Dataset entries:

= = = = =

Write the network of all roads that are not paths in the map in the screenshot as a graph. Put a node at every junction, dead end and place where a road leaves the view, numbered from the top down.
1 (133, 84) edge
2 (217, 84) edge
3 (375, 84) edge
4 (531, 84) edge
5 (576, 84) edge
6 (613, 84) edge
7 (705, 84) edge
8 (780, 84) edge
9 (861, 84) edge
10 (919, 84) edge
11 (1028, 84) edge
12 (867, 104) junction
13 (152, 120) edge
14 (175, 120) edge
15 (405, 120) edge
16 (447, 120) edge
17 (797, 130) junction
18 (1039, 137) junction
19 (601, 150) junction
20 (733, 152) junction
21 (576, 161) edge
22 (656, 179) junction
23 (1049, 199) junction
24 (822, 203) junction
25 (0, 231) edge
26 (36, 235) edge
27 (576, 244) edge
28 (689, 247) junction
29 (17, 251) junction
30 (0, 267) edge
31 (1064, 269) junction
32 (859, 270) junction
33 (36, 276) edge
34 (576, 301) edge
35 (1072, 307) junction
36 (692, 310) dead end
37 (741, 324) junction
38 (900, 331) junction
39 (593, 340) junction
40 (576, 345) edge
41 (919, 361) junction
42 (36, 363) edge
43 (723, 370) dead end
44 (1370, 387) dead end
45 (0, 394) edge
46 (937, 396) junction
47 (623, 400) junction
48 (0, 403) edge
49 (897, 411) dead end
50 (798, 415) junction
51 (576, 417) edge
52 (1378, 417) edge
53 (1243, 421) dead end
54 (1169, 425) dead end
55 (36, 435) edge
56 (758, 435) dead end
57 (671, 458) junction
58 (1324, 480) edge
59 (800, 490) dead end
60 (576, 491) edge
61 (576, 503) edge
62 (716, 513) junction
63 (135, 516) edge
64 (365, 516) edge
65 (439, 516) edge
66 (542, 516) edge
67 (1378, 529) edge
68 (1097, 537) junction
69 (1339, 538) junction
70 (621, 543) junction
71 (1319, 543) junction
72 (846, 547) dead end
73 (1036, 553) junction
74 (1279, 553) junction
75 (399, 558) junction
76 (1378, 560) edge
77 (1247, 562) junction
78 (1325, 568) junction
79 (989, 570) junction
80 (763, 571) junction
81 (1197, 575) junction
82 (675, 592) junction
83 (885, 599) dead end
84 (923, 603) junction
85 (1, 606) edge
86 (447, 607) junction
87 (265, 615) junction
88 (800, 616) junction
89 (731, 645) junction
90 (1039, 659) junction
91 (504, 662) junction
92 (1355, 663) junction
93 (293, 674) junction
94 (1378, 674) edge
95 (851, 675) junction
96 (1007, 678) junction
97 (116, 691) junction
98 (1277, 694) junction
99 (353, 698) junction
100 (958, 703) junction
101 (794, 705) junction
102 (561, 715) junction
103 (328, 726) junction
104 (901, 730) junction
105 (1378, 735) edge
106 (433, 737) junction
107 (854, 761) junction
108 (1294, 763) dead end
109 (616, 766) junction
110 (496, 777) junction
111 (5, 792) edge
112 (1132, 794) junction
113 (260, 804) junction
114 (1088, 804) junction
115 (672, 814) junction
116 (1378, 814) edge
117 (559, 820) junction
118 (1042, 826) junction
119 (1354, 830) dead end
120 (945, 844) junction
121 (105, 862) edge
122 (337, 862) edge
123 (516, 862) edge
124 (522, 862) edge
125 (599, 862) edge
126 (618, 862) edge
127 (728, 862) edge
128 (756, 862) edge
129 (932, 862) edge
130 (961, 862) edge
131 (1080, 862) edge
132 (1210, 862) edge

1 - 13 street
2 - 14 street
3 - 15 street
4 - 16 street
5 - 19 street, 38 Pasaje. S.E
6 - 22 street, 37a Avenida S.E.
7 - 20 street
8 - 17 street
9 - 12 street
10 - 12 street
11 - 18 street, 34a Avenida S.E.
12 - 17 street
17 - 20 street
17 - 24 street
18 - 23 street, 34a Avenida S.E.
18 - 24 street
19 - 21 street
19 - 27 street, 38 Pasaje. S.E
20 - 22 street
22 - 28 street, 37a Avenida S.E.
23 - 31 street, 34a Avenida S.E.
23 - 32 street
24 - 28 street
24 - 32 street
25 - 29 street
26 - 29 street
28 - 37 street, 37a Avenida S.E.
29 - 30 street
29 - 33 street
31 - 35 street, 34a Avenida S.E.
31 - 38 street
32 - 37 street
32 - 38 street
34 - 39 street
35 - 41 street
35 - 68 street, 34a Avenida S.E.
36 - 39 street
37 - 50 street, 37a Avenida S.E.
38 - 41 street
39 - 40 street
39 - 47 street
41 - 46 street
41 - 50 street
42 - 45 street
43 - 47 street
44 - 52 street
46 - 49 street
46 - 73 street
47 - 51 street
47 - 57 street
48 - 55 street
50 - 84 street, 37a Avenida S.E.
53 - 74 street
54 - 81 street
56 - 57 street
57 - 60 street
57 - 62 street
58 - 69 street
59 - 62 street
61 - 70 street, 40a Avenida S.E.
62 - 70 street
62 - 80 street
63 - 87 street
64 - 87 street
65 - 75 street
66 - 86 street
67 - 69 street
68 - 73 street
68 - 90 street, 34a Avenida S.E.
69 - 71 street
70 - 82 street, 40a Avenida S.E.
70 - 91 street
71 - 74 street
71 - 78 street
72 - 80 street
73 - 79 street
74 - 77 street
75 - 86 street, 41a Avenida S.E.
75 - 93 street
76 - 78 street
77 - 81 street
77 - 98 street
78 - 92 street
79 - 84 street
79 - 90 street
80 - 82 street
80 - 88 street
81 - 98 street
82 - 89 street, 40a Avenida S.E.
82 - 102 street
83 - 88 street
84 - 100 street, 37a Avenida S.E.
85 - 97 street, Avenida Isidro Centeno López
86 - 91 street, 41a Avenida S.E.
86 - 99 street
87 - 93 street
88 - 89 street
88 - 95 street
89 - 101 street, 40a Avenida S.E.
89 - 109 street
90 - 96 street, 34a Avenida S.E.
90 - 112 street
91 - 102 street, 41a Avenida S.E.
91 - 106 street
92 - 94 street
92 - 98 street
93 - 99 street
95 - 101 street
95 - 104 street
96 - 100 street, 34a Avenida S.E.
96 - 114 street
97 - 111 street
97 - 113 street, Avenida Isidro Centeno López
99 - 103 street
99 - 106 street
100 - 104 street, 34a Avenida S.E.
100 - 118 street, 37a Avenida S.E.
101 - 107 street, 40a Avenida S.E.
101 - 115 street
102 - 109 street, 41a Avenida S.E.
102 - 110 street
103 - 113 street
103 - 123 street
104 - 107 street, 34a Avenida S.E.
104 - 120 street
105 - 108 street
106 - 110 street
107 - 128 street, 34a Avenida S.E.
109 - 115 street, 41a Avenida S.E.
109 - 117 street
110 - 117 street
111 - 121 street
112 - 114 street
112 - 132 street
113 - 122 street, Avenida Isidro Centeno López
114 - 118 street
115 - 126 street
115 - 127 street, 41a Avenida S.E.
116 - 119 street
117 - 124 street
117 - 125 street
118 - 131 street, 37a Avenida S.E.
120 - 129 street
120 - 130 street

= = = = =

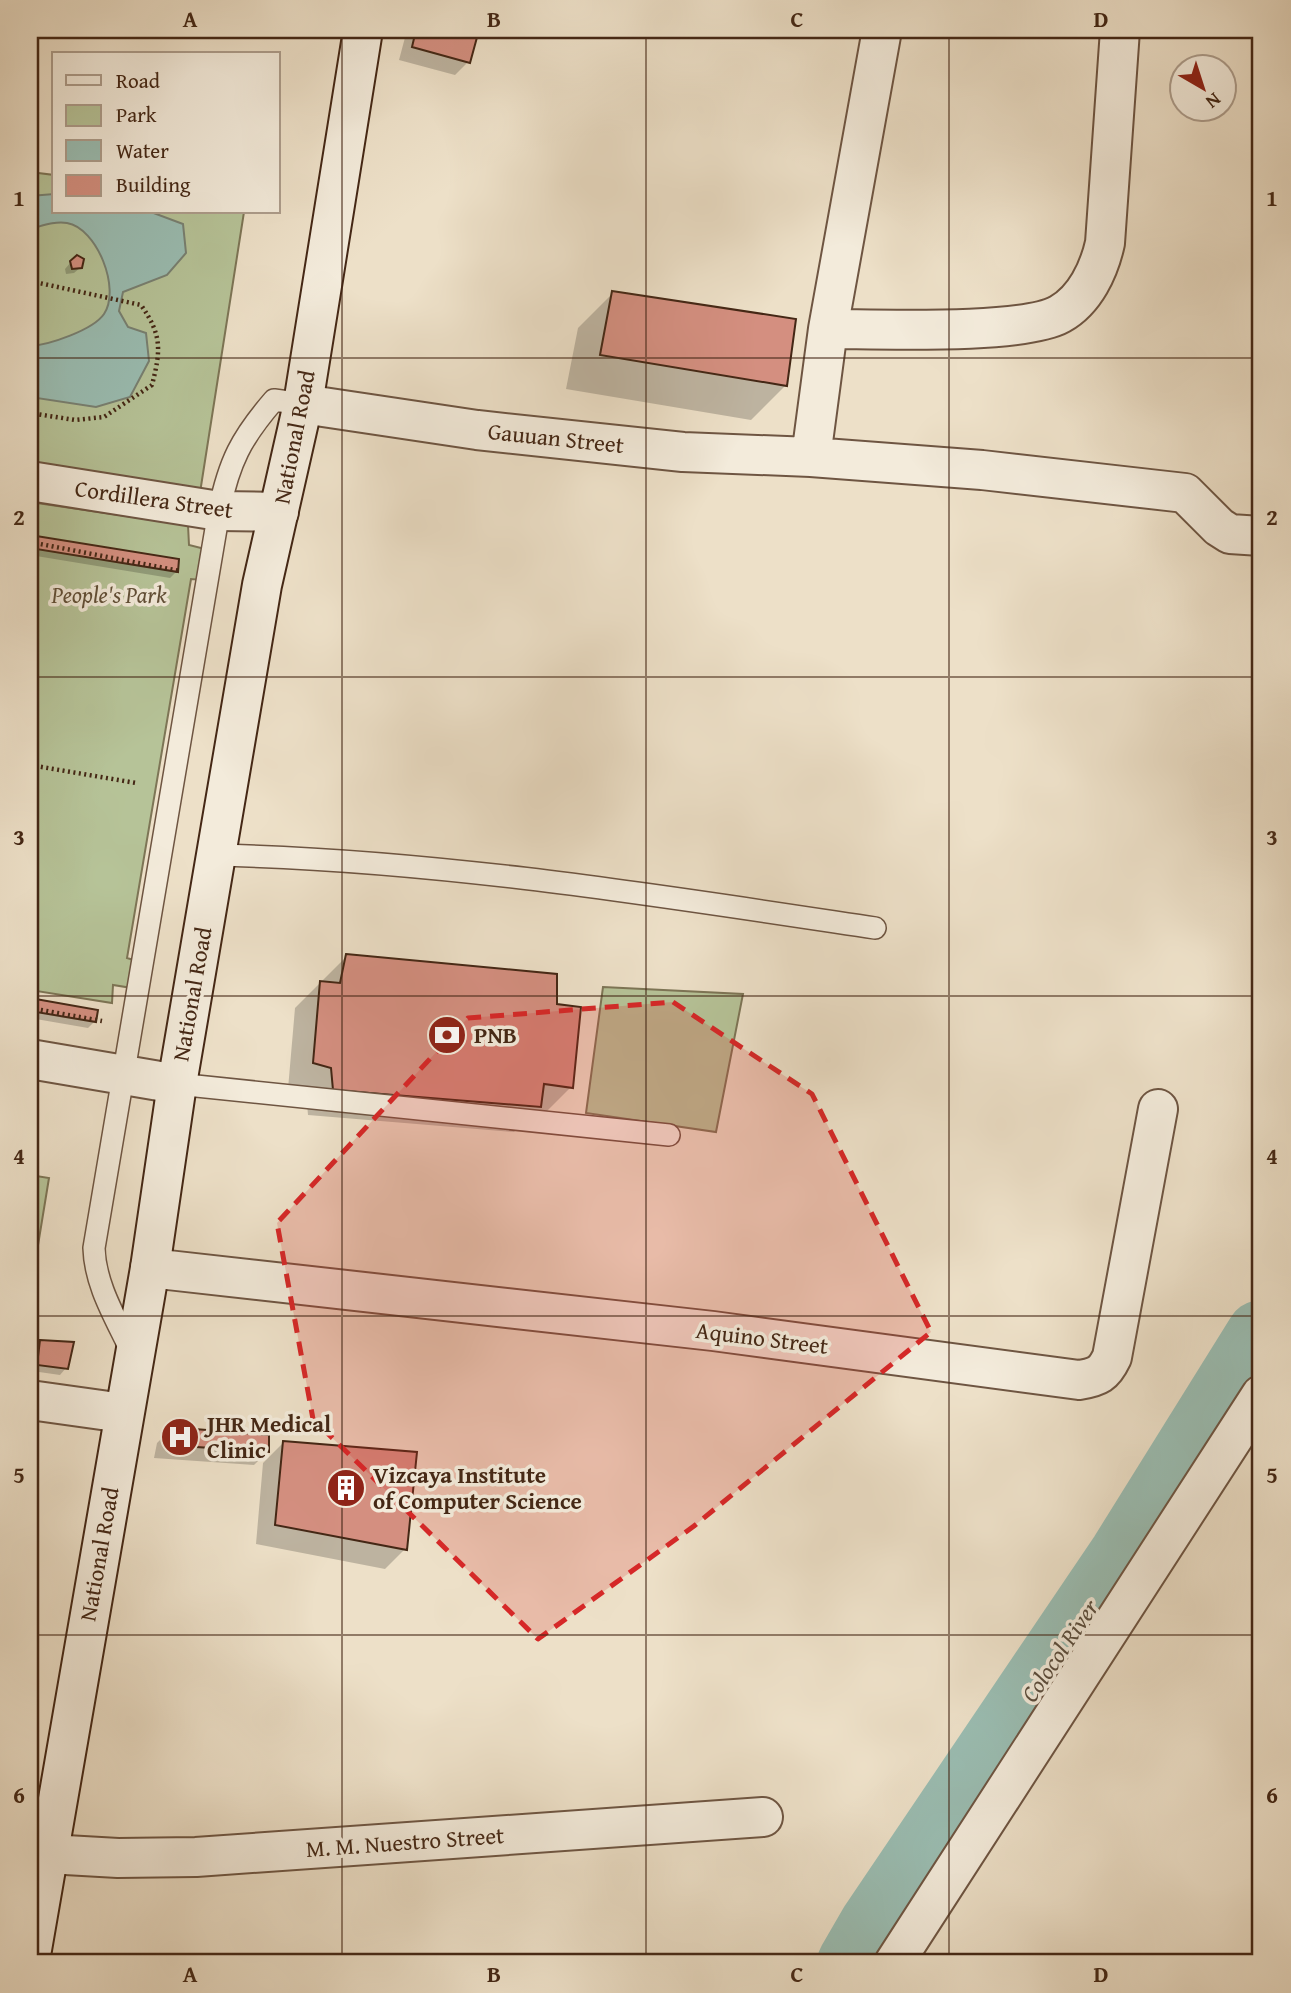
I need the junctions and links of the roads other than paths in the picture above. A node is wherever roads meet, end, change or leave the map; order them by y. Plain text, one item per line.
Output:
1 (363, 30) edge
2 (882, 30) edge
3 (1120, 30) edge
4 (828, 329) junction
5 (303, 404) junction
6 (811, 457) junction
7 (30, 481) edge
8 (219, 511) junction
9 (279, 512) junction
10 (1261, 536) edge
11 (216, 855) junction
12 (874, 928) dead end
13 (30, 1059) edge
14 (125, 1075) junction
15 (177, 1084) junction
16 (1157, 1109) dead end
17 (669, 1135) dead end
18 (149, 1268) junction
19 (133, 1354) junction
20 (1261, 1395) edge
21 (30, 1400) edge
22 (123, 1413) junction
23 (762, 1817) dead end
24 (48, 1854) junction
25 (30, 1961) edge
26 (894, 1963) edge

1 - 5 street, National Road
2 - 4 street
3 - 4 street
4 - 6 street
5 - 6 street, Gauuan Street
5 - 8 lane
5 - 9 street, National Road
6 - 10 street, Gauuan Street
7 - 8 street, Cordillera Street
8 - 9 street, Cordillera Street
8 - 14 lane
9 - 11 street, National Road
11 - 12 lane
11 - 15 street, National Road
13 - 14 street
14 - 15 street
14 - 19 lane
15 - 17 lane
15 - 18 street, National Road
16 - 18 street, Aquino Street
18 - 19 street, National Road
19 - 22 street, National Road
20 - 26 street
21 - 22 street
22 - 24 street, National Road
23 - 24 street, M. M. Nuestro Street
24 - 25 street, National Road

= = = = =

THE PROBLEM: Take every line above carrying "lane" and return it.

YOUR RESPONSE:
5 - 8 lane
8 - 14 lane
11 - 12 lane
14 - 19 lane
15 - 17 lane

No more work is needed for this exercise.